* WHAT IS EXPECTED
Your job with the data below is to output exactly the lines from the one holding "thumb cmc: (250, 309)" down to the one holding "thumb tip: (213, 261)", both included, and no others.

Human keypoint data:

▬▬▬

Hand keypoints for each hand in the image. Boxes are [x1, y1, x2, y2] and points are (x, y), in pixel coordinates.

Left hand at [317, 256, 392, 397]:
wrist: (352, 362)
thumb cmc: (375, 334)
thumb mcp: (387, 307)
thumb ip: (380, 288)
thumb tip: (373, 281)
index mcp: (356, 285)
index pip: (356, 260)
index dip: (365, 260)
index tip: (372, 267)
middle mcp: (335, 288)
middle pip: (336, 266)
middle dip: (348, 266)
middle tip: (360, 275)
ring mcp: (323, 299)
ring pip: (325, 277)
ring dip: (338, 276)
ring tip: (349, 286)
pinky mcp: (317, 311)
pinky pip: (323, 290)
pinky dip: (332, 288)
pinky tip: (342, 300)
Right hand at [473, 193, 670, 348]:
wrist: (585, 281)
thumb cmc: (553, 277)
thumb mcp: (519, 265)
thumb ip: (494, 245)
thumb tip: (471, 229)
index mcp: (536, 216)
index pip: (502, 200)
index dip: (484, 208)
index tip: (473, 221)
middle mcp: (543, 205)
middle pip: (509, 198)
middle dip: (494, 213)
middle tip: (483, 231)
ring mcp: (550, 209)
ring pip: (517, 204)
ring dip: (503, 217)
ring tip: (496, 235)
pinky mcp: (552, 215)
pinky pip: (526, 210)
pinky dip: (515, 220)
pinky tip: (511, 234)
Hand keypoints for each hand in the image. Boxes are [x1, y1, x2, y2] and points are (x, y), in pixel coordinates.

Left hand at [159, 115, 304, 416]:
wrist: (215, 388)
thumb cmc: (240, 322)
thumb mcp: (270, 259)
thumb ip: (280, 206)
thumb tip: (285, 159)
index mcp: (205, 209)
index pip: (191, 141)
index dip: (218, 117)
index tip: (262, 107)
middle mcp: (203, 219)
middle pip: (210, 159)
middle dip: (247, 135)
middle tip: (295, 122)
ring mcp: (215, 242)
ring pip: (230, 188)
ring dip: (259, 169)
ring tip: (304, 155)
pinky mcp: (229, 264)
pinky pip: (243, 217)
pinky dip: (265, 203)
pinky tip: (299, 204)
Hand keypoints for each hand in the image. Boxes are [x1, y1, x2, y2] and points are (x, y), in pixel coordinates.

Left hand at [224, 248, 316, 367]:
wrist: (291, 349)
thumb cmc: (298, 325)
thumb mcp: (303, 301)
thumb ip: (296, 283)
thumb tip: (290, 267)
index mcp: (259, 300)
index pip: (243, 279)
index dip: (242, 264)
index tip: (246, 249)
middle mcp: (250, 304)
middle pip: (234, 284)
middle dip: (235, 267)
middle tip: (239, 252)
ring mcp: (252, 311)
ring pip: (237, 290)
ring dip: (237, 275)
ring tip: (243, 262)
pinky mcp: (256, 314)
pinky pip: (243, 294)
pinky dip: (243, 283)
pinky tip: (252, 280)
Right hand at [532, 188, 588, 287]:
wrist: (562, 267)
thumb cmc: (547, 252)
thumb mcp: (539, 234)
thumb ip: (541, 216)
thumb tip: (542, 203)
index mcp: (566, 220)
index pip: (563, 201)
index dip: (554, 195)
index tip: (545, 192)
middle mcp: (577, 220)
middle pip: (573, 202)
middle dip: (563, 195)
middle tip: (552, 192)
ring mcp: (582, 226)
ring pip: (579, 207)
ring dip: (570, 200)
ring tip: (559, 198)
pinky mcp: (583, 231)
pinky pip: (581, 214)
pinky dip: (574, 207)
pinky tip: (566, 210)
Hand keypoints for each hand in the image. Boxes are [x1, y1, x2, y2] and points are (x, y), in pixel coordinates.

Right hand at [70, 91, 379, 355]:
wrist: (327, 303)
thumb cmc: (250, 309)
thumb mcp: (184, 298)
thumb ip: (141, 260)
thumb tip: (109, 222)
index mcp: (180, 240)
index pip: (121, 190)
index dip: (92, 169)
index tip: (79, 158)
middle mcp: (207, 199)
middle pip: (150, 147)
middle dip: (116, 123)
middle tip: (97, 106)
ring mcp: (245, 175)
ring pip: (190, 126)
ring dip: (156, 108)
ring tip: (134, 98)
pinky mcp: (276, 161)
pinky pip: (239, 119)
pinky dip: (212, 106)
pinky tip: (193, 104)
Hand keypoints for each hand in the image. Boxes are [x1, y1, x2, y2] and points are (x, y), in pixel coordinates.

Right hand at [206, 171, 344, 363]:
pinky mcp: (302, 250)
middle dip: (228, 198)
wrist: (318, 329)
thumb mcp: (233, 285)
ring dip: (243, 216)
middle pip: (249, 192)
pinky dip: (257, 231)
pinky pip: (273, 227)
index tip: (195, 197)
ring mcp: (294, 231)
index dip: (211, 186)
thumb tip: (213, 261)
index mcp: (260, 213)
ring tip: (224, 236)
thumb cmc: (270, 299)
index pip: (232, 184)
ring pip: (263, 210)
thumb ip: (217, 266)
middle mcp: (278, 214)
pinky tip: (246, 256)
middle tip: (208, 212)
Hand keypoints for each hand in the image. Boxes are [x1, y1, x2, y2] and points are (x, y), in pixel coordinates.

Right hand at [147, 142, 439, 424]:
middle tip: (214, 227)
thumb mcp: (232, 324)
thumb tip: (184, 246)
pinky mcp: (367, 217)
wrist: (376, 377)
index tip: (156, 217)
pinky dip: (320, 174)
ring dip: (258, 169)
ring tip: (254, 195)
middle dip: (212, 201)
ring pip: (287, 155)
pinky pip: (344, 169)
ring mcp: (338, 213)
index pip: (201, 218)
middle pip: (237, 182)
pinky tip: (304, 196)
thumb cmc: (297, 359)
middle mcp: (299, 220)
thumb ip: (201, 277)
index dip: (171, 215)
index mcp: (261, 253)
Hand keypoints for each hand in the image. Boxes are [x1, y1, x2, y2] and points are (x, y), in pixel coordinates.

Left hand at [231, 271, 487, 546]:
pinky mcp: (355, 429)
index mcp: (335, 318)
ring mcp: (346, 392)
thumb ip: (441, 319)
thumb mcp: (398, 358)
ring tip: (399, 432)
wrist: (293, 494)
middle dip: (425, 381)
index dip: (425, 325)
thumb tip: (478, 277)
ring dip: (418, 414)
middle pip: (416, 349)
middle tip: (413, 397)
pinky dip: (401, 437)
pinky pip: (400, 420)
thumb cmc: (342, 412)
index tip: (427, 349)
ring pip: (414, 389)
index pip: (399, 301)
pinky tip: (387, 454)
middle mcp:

▬▬▬

* THE ANSWER
thumb cmc: (250, 309)
thumb mcp: (184, 298)
thumb ip: (141, 260)
thumb tip: (109, 222)
index mcp: (180, 240)
index pip: (121, 190)
index dip: (92, 169)
index tip: (79, 158)
middle mcp: (207, 199)
middle pip: (150, 147)
middle dip: (116, 123)
middle tip: (97, 106)
ring mcp: (245, 175)
ring pip: (190, 126)
ring dip: (156, 108)
ring tip: (134, 98)
pinky mcp: (276, 161)
pinky pip: (239, 119)
pinky dip: (212, 106)
pinky tip: (193, 104)
Hand keypoints for each hand in the image. Boxes are [x1, y1, x2, y2] and points are (x, y), in pixel coordinates.

Right hand at [206, 171, 344, 363]:
pinky mcp: (302, 250)
middle dip: (228, 198)
wrist: (318, 329)
thumb mcp: (233, 285)
ring dip: (243, 216)
middle pip: (249, 192)
pinky dip: (257, 231)
pinky pip: (273, 227)
index tip: (195, 197)
ring mcp: (294, 231)
index dip: (211, 186)
thumb tip: (213, 261)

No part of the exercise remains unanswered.